Autonomous cars are on public roads right now, but only in testing. The technology that allows for fully autonomous vehicles isn’t quite there yet, despite features like automatic emergency braking, lane keep assist, and limited forms of auto pilot. New proposed legislation could speed the testing process and make it easier for automakers to bring these cars to market.
Cars are complex creations and there are numerous laws that govern how vehicles operate. Some of those laws are outdated and don’t account for changes in technology, like improved headlights that don’t pass muster under current regulations despite being better for visibility. Also on the list of things federal and state governments are still trying to figure out is how to legislate autonomous cars.
It’s a lengthy and expensive process for automakers to put one of these cars on the road. There are also laws that require things like steering wheels and foot pedals, which won’t be necessary. These cars require new legislation and developers are concerned it could become a nightmare if each state is allowed to devise its own rules.
A new proposal is designed to limit that possibility be preventing states from setting their own rules regarding the testing and design of self-driving cars. The 45-page document includes 14 different bills and would put the responsibility for monitoring self-driving cars in the hands of the National Highway Traffic Safety Administration.
The series of bills includes legislation that would allow states to determine insurance and registration rules, as well as the ability for the Transportation Department to exempt up to 100,000 vehicles a year from the usual motor vehicle safety rules.
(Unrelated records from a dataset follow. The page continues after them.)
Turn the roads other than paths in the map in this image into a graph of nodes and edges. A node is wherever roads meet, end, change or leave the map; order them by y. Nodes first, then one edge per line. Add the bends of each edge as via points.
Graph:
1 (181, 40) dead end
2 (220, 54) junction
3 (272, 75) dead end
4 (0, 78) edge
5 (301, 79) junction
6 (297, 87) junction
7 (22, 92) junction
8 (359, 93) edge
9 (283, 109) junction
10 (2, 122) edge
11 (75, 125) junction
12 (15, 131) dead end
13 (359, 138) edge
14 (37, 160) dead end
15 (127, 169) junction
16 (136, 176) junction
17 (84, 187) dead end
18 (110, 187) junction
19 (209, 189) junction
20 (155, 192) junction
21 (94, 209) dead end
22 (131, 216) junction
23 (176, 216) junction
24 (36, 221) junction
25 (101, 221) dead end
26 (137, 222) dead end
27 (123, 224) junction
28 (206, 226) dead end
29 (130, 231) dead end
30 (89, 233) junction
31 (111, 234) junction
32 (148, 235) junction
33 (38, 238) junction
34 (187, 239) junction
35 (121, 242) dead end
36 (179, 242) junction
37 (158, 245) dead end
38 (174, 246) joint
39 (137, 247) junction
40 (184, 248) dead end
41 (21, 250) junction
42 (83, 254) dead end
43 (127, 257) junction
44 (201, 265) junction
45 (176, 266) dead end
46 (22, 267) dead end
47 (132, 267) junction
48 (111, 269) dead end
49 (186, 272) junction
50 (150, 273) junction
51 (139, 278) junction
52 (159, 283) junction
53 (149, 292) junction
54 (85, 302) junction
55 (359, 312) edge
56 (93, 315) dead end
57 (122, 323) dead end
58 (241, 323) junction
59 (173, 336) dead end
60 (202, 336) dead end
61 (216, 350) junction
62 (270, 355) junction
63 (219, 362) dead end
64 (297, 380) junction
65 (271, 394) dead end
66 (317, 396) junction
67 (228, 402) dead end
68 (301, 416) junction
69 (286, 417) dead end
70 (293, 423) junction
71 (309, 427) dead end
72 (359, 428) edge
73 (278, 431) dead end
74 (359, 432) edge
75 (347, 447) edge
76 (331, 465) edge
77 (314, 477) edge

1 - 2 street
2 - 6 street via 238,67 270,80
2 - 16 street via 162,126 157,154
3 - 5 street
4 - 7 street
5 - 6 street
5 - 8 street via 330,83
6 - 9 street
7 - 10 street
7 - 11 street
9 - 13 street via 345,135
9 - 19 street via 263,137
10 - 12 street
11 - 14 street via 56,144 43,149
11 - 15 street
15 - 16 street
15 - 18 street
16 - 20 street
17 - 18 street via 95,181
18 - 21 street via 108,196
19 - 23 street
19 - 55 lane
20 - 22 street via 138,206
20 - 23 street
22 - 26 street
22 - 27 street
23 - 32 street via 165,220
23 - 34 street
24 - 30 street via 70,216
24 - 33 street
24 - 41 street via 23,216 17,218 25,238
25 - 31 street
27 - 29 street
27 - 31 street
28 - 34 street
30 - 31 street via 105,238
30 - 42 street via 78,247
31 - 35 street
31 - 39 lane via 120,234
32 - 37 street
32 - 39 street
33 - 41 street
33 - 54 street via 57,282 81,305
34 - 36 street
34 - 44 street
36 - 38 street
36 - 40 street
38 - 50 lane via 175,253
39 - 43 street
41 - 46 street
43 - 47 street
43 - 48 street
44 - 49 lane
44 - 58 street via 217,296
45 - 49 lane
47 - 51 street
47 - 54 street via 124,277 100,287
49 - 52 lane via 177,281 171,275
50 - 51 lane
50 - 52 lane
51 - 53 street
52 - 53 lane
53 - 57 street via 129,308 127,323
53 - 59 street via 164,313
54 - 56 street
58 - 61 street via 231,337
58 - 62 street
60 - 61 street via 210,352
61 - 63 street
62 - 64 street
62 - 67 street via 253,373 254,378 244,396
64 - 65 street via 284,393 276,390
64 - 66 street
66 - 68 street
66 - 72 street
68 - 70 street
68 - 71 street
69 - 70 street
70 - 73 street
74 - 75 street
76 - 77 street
An exemption from those rules might seem unreasonable, but it lets automakers test autonomous cars without the steering wheels and pedals of regular cars since those features will be unnecessary.
Also included in the proposals is a bill that would keep automaker data confidential. This includes crash testing and any validation reports that might be collected in the process of getting a vehicle ready for public roads.
The idea behind the legislation isn’t to cut states out of the process, but to limit the complexity of approvals for automakers. If each state devises its own set of laws, then it could be near impossible for automakers to make a single car that follows every law.
The hope is that by limiting the ability to enact laws over self-driving cars to a single entity, the testing and approval process will be simplified and we’ll have these cars on the road sooner.